__Provided data__:
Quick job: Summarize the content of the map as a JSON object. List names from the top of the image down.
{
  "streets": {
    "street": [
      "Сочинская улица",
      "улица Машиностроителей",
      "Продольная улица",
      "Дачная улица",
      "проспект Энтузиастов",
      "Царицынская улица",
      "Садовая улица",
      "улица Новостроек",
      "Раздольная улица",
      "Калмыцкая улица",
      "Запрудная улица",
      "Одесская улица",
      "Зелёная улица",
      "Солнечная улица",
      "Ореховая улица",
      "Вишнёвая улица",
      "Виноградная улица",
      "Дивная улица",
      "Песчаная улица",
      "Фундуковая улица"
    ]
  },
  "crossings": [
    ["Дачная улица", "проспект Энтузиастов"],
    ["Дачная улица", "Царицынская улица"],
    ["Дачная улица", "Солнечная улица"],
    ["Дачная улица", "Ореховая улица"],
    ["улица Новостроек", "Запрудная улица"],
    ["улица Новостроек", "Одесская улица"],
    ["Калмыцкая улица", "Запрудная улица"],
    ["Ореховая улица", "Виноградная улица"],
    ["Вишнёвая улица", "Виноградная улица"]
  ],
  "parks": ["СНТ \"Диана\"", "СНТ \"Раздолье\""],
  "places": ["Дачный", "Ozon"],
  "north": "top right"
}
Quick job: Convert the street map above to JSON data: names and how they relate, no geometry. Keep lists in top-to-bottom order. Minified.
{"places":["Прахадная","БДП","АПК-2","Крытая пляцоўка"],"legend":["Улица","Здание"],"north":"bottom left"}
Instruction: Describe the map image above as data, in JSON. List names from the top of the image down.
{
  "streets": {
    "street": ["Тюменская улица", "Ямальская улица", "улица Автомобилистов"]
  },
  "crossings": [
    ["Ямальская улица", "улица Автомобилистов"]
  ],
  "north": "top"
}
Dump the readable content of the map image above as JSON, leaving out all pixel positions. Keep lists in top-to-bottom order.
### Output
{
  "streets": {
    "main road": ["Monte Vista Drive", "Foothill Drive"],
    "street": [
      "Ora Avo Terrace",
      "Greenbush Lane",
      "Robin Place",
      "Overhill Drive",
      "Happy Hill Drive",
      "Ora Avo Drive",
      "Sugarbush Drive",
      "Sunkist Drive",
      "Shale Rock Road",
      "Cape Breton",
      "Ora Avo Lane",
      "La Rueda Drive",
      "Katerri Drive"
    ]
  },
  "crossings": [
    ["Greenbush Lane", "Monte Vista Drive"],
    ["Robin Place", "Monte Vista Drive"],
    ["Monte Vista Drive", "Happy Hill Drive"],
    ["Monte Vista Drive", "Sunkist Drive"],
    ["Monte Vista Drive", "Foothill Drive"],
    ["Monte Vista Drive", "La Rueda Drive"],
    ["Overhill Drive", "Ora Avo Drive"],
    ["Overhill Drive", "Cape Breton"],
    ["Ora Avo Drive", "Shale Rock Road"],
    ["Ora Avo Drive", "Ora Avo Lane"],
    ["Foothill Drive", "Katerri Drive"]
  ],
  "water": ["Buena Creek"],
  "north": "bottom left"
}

__Exercise aim__:
Extract all of the data above and output it character for character.

__Answer to this problem__:
Quick job: Summarize the content of the map as a JSON object. List names from the top of the image down.
{
  "streets": {
    "street": [
      "Сочинская улица",
      "улица Машиностроителей",
      "Продольная улица",
      "Дачная улица",
      "проспект Энтузиастов",
      "Царицынская улица",
      "Садовая улица",
      "улица Новостроек",
      "Раздольная улица",
      "Калмыцкая улица",
      "Запрудная улица",
      "Одесская улица",
      "Зелёная улица",
      "Солнечная улица",
      "Ореховая улица",
      "Вишнёвая улица",
      "Виноградная улица",
      "Дивная улица",
      "Песчаная улица",
      "Фундуковая улица"
    ]
  },
  "crossings": [
    ["Дачная улица", "проспект Энтузиастов"],
    ["Дачная улица", "Царицынская улица"],
    ["Дачная улица", "Солнечная улица"],
    ["Дачная улица", "Ореховая улица"],
    ["улица Новостроек", "Запрудная улица"],
    ["улица Новостроек", "Одесская улица"],
    ["Калмыцкая улица", "Запрудная улица"],
    ["Ореховая улица", "Виноградная улица"],
    ["Вишнёвая улица", "Виноградная улица"]
  ],
  "parks": ["СНТ \"Диана\"", "СНТ \"Раздолье\""],
  "places": ["Дачный", "Ozon"],
  "north": "top right"
}
Quick job: Convert the street map above to JSON data: names and how they relate, no geometry. Keep lists in top-to-bottom order. Minified.
{"places":["Прахадная","БДП","АПК-2","Крытая пляцоўка"],"legend":["Улица","Здание"],"north":"bottom left"}
Instruction: Describe the map image above as data, in JSON. List names from the top of the image down.
{
  "streets": {
    "street": ["Тюменская улица", "Ямальская улица", "улица Автомобилистов"]
  },
  "crossings": [
    ["Ямальская улица", "улица Автомобилистов"]
  ],
  "north": "top"
}
Dump the readable content of the map image above as JSON, leaving out all pixel positions. Keep lists in top-to-bottom order.
### Output
{
  "streets": {
    "main road": ["Monte Vista Drive", "Foothill Drive"],
    "street": [
      "Ora Avo Terrace",
      "Greenbush Lane",
      "Robin Place",
      "Overhill Drive",
      "Happy Hill Drive",
      "Ora Avo Drive",
      "Sugarbush Drive",
      "Sunkist Drive",
      "Shale Rock Road",
      "Cape Breton",
      "Ora Avo Lane",
      "La Rueda Drive",
      "Katerri Drive"
    ]
  },
  "crossings": [
    ["Greenbush Lane", "Monte Vista Drive"],
    ["Robin Place", "Monte Vista Drive"],
    ["Monte Vista Drive", "Happy Hill Drive"],
    ["Monte Vista Drive", "Sunkist Drive"],
    ["Monte Vista Drive", "Foothill Drive"],
    ["Monte Vista Drive", "La Rueda Drive"],
    ["Overhill Drive", "Ora Avo Drive"],
    ["Overhill Drive", "Cape Breton"],
    ["Ora Avo Drive", "Shale Rock Road"],
    ["Ora Avo Drive", "Ora Avo Lane"],
    ["Foothill Drive", "Katerri Drive"]
  ],
  "water": ["Buena Creek"],
  "north": "bottom left"
}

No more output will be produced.